Governing Public Services


  • Credit value: 15 credits at Level 7
  • Convenor and tutor: Professor Deborah Mabbett
  • Assessment: a 3000-word essay (70%) and two online short-answer quizzes (30%)

Module description

This module explores the history, theory and problems of public management, surveying theoretical contributions to the analysis of the machinery of government and examining the sweeping reforms that have taken place in the UK. Approaches to public administration have been revolutionised in recent decades as traditional approaches have been challenged by new ideas about management. The module applies concepts drawn from politics, economics and organisational sociology to examine these new ideas. It assesses the relevance of private sector management principles to the public sector and discusses the evolving relationship between the public and private sectors in public administration.

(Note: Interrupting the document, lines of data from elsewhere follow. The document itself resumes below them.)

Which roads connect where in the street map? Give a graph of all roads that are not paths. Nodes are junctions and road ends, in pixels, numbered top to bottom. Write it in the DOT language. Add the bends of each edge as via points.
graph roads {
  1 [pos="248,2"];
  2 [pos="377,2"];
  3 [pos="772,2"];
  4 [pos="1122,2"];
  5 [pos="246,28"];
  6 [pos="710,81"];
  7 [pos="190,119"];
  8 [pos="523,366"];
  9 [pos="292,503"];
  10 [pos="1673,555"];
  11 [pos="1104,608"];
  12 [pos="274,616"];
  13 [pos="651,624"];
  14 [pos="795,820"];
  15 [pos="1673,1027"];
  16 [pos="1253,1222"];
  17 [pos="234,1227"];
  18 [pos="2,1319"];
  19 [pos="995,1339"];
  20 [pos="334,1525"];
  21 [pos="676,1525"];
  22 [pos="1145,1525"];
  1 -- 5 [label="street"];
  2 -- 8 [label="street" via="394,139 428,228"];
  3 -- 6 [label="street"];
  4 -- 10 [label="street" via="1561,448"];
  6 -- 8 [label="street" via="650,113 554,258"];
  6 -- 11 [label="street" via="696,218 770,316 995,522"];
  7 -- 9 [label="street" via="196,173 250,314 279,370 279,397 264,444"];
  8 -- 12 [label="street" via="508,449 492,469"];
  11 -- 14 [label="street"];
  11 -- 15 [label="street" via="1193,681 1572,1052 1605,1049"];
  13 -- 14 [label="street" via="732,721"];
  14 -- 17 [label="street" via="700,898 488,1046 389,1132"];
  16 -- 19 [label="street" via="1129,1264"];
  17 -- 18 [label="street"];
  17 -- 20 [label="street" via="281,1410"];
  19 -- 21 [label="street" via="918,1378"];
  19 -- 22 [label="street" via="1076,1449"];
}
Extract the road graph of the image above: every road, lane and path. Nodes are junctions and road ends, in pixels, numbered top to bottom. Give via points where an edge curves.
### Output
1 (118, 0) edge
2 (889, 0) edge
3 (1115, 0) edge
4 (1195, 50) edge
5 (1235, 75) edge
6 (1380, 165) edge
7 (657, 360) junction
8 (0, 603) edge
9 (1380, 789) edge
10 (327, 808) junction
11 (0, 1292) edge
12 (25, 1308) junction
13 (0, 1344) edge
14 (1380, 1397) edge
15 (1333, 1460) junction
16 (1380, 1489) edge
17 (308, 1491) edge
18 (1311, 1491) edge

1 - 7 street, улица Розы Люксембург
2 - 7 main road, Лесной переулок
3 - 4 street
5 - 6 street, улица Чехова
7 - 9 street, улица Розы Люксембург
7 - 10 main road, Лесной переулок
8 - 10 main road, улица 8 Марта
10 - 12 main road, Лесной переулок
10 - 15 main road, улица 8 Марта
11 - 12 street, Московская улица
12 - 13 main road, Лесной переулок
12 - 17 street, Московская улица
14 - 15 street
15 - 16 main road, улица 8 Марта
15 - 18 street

Indicative module syllabus

  • Overview of decades of change in how public services are provided
  • The power of bureaucracies and the ‘public choice’ critique
  • Incentives: performance-related pay
  • Targets: holding bureaucrats and politicians to account
  • Street-level bureaucracy: what is left of professionalisation and discretion?
  • Researching targets and incentives at the street level
  • Contracting-out: using private providers to deliver public services
  • Contractual risks and failures
  • Contracting with the voluntary sector
  • Researching contracting-out

Learning objectives

By the end of this module, you will:

  • be able to compare, apply and, where appropriate, synthesise the main theoretical approaches to the study of public management
  • have a specialised understanding of issues and debates in public management, particularly relating to the similarities and differences between public and private sector management
  • understand issues in evaluating public management reforms, and be able to weigh up incomplete and contradictory evidence
  • be able to make analytical and evidence-based contributions to debates about the risks and benefits of proposed public management reforms
  • have developed skills of critical thinking, enquiry, synthesis, analysis and evaluation that can be employed on other modules studied at this level.